PROBLEM TO SOLVE.
Could you reproduce, from the records below, everything from the line with "M1532 10 1533 25 1519 26 1518 11Z" down to the line with "M1263 249 1300", keeping both of those lines and changing nothing?

DATA PROVIDED.

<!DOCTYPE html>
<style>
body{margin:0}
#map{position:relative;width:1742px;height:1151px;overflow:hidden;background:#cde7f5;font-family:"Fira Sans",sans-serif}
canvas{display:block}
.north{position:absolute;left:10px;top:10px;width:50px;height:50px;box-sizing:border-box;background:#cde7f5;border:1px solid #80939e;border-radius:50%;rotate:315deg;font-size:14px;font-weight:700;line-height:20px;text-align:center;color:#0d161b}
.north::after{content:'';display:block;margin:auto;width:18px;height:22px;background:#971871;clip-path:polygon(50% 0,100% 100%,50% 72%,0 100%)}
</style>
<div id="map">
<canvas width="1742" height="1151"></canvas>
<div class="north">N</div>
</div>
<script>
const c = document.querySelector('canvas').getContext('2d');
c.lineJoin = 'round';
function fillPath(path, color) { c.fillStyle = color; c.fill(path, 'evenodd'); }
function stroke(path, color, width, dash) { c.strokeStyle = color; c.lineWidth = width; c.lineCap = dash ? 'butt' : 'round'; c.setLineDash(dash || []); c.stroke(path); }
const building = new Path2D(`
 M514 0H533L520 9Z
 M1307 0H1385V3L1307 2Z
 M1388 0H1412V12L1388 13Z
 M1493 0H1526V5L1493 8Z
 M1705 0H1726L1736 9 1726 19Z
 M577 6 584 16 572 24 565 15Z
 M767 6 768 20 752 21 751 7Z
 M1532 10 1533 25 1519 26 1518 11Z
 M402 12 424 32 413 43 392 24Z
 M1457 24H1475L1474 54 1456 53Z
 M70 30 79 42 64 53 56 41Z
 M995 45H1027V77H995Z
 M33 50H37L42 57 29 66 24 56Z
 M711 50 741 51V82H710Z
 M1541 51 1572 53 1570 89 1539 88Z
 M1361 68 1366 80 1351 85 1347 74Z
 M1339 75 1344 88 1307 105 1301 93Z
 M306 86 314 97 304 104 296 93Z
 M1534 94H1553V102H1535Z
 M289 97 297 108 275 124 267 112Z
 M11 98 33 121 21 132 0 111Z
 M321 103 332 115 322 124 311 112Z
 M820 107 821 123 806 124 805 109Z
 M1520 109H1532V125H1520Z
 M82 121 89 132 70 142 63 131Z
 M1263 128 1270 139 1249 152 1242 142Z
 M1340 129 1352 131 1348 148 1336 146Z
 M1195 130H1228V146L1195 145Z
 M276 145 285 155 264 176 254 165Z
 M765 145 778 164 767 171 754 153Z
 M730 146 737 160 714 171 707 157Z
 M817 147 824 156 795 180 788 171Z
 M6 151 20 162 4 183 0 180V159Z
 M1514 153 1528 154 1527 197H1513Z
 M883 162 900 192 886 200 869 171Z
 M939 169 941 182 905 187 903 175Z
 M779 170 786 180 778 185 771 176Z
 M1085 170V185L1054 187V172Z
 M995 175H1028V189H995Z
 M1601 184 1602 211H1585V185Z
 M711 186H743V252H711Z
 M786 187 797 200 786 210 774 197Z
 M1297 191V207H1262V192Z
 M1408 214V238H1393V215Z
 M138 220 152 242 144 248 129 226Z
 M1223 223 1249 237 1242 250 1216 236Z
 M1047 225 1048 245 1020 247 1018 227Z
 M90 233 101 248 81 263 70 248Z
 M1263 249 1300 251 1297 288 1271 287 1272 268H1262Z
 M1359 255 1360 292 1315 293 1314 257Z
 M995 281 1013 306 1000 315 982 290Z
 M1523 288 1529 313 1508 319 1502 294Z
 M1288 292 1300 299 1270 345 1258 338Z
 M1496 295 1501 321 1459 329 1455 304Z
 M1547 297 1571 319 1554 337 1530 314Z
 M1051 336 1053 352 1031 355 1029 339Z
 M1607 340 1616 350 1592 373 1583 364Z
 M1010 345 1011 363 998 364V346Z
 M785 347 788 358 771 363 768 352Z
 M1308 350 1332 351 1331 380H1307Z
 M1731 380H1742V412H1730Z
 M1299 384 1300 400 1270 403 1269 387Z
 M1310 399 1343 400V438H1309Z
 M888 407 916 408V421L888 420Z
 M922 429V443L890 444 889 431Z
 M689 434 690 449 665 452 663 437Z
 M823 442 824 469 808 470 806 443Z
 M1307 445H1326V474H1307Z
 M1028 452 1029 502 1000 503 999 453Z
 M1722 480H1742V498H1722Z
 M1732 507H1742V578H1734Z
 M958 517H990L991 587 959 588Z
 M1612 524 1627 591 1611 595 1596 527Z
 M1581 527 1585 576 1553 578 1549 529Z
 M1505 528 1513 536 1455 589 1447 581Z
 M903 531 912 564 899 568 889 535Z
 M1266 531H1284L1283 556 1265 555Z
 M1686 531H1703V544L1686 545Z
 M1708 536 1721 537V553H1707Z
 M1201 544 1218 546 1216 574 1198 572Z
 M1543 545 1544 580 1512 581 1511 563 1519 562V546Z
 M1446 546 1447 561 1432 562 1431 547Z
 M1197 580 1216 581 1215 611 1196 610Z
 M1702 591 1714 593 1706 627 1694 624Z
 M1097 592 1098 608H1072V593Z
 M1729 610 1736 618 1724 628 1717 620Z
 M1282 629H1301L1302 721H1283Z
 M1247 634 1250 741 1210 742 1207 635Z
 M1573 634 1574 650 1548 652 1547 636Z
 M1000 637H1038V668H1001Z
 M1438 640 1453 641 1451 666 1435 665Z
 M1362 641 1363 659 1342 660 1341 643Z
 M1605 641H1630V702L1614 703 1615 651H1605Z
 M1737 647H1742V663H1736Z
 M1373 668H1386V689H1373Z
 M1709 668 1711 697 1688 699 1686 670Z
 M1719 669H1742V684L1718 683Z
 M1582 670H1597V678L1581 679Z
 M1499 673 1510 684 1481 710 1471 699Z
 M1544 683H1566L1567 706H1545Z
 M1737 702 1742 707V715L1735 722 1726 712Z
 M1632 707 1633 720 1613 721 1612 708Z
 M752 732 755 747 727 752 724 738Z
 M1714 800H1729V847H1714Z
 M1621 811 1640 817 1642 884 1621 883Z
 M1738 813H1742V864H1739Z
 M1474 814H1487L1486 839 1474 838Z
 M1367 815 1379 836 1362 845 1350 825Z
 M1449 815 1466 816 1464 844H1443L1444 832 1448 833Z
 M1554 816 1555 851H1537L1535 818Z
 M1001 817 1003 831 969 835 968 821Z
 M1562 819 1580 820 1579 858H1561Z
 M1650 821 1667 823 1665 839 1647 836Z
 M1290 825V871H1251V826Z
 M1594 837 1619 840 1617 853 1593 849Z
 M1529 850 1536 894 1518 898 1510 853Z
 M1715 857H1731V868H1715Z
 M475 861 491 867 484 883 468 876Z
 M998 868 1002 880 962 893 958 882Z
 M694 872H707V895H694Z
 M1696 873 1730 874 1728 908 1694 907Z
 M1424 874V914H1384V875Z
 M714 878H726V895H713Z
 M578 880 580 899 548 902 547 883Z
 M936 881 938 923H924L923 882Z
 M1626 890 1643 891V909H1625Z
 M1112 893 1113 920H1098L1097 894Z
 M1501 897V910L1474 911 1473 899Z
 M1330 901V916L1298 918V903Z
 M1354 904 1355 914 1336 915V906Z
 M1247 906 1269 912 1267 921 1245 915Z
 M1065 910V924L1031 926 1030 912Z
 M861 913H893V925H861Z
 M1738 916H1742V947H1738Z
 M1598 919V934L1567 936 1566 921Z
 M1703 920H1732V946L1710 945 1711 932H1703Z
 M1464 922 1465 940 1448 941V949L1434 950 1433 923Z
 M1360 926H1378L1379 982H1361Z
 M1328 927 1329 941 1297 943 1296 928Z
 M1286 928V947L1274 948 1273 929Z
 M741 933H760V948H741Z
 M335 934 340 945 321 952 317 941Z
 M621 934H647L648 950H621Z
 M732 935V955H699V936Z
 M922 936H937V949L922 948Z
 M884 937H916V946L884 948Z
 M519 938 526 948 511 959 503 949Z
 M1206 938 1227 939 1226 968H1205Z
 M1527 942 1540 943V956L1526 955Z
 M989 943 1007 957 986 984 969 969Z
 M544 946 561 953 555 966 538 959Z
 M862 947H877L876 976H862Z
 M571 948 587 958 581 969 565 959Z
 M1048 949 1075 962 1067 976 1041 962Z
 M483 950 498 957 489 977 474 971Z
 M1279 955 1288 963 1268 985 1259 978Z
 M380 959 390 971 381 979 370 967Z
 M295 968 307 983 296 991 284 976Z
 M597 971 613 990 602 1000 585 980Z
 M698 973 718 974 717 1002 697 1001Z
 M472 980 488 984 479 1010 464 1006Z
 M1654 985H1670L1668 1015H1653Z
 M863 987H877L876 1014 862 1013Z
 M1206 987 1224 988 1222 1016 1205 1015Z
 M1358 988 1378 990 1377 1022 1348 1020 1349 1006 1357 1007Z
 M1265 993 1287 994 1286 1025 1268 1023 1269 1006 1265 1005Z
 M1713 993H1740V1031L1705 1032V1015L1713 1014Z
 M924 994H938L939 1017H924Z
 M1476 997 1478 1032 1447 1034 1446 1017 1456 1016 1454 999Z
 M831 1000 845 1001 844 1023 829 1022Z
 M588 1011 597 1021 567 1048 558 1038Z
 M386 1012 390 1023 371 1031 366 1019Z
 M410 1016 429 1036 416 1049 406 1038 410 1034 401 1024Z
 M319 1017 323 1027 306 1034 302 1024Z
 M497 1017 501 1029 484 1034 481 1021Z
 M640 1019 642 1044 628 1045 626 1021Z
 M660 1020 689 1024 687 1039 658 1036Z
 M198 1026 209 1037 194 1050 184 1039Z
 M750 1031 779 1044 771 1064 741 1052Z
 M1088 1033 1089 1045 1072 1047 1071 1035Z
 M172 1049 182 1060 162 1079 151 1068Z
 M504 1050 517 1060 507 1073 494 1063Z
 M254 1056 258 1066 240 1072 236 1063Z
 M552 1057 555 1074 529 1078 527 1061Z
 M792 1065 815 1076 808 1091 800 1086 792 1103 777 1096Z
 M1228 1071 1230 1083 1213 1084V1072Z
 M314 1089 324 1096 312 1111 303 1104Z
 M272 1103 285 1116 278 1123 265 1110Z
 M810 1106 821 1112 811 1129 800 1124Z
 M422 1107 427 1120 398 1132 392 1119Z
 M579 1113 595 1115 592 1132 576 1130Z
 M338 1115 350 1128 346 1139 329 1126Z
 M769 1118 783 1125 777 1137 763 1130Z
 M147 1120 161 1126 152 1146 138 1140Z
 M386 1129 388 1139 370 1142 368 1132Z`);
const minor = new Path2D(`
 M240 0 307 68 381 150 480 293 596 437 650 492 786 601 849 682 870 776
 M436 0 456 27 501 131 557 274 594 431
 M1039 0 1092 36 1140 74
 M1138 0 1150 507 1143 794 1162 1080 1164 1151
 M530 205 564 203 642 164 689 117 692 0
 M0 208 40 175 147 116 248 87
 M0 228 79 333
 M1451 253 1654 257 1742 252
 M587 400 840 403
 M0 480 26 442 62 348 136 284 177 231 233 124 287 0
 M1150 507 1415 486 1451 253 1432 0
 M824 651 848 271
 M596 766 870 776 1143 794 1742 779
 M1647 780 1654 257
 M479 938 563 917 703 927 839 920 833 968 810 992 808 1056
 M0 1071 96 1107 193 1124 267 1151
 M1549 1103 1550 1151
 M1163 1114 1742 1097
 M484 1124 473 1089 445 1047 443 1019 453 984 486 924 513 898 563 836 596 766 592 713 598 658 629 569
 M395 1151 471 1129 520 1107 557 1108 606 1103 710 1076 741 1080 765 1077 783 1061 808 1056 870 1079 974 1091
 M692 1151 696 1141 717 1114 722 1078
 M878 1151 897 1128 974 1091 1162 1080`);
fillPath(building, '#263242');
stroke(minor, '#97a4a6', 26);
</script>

RESPONSE TO THE TASK.
 M1532 10 1533 25 1519 26 1518 11Z
 M402 12 424 32 413 43 392 24Z
 M1457 24H1475L1474 54 1456 53Z
 M70 30 79 42 64 53 56 41Z
 M995 45H1027V77H995Z
 M33 50H37L42 57 29 66 24 56Z
 M711 50 741 51V82H710Z
 M1541 51 1572 53 1570 89 1539 88Z
 M1361 68 1366 80 1351 85 1347 74Z
 M1339 75 1344 88 1307 105 1301 93Z
 M306 86 314 97 304 104 296 93Z
 M1534 94H1553V102H1535Z
 M289 97 297 108 275 124 267 112Z
 M11 98 33 121 21 132 0 111Z
 M321 103 332 115 322 124 311 112Z
 M820 107 821 123 806 124 805 109Z
 M1520 109H1532V125H1520Z
 M82 121 89 132 70 142 63 131Z
 M1263 128 1270 139 1249 152 1242 142Z
 M1340 129 1352 131 1348 148 1336 146Z
 M1195 130H1228V146L1195 145Z
 M276 145 285 155 264 176 254 165Z
 M765 145 778 164 767 171 754 153Z
 M730 146 737 160 714 171 707 157Z
 M817 147 824 156 795 180 788 171Z
 M6 151 20 162 4 183 0 180V159Z
 M1514 153 1528 154 1527 197H1513Z
 M883 162 900 192 886 200 869 171Z
 M939 169 941 182 905 187 903 175Z
 M779 170 786 180 778 185 771 176Z
 M1085 170V185L1054 187V172Z
 M995 175H1028V189H995Z
 M1601 184 1602 211H1585V185Z
 M711 186H743V252H711Z
 M786 187 797 200 786 210 774 197Z
 M1297 191V207H1262V192Z
 M1408 214V238H1393V215Z
 M138 220 152 242 144 248 129 226Z
 M1223 223 1249 237 1242 250 1216 236Z
 M1047 225 1048 245 1020 247 1018 227Z
 M90 233 101 248 81 263 70 248Z
 M1263 249 1300 251 1297 288 1271 287 1272 268H1262Z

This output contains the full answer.